| First Author | Schuh K | Year | 1998 |
| Journal | Eur J Immunol | Volume | 28 |
| Issue | 8 | Pages | 2456-66 |
| PubMed ID | 9710223 | Mgi Jnum | J:110686 |
| Mgi Id | MGI:3640882 | Doi | 10.1002/(SICI)1521-4141(199808)28:08<2456::AID-IMMU2456>3.0.CO;2-9 |
| Citation | Schuh K, et al. (1998) Retarded thymic involution and massive germinal center formation in NF-ATp-deficient mice. Eur J Immunol 28(8):2456-66 |
| abstractText | NF-ATp and NF-ATc are the most prominent nuclear NF-AT transcription factors in peripheral T lymphocytes. After T cell activation both factors bind to and control the promoters and enhancers of numerous lymphokine and receptor ligand genes. In order to define a specific role for NF-ATp in vivo we have inactivated the NF-ATp gene by gene targeting in mice. We show that NF-ATp deficiency leads to the accumulation of peripheral T cells with a 'preactivated' phenotype, enhanced immune responses of T cells after secondary stimulation in vitro and severe defects in the proper termination of antigen responses, as shown by a reduced deletion of superantigen-reactive CD4+ T cells.
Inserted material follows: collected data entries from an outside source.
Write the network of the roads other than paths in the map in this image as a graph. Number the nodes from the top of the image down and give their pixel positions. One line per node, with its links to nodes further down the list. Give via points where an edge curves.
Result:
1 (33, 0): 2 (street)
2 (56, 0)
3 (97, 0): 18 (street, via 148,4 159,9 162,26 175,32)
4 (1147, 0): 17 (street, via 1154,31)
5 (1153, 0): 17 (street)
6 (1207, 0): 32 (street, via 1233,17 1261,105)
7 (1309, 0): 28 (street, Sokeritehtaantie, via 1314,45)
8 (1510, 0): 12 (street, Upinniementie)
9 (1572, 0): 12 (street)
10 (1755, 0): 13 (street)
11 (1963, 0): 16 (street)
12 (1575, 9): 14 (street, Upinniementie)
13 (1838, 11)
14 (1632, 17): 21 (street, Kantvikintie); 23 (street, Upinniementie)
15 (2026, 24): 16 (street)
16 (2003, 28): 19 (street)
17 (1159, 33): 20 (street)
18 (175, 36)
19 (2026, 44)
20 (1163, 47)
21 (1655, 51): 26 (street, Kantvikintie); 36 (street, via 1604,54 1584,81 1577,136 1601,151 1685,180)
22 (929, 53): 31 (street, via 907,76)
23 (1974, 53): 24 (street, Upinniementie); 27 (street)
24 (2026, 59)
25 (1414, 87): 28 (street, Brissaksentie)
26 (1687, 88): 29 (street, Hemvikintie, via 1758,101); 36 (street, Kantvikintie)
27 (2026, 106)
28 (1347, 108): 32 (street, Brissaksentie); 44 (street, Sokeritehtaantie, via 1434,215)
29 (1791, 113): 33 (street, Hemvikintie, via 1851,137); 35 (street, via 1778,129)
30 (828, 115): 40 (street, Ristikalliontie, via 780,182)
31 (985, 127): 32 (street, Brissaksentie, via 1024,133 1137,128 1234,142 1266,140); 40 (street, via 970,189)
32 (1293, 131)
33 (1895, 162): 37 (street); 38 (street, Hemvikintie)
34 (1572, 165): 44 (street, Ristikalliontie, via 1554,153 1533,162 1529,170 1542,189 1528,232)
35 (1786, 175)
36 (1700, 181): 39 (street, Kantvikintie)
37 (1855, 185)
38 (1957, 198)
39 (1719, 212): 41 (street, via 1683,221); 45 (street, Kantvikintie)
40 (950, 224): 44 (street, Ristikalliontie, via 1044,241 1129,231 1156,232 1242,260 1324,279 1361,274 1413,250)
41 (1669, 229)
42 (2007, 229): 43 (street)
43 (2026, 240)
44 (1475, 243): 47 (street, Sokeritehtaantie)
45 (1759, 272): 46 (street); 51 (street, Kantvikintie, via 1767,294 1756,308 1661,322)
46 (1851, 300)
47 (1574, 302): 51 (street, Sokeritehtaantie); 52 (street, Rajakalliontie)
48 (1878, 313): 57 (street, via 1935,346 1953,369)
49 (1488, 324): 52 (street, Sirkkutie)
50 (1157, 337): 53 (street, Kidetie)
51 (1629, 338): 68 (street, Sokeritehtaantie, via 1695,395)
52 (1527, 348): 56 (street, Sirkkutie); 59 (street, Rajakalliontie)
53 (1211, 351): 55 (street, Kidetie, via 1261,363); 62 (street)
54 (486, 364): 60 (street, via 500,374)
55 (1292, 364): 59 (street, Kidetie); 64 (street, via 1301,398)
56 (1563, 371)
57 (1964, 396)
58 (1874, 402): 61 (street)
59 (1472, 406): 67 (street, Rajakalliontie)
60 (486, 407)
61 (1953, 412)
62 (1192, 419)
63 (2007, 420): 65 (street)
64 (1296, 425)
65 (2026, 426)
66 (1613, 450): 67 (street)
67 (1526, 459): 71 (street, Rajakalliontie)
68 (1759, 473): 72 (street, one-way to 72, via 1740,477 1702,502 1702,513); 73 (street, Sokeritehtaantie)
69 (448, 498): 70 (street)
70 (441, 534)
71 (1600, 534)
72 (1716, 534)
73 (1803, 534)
These alterations in the function of the immune system are correlated with drastic changes in the morphology of lymphoid organs. Approximately 25 % of NF-ATp-deficient mice older than 6 months develop large germinal centers in the spleen and peripheral lymph nodes. In addition, they exhibit a pronounced retardation in the involution of the thymus. The thymus of these NF-ATp-deficient mice exhibits large cortical areas typical for newborn mice and a massive infiltration of IgM+/ IgD+ B lymphocytes. Contrary to the T lymphocytes from IL-2-deficient mice which develop a phenotype similar to the NF-ATp-/- mice, NF-ATp-/- T cells do not show obvious defects in Fas-mediated apoptosis. This might indicate defects in other types of programmed cell death which are controlled by the activity of NF-ATp. |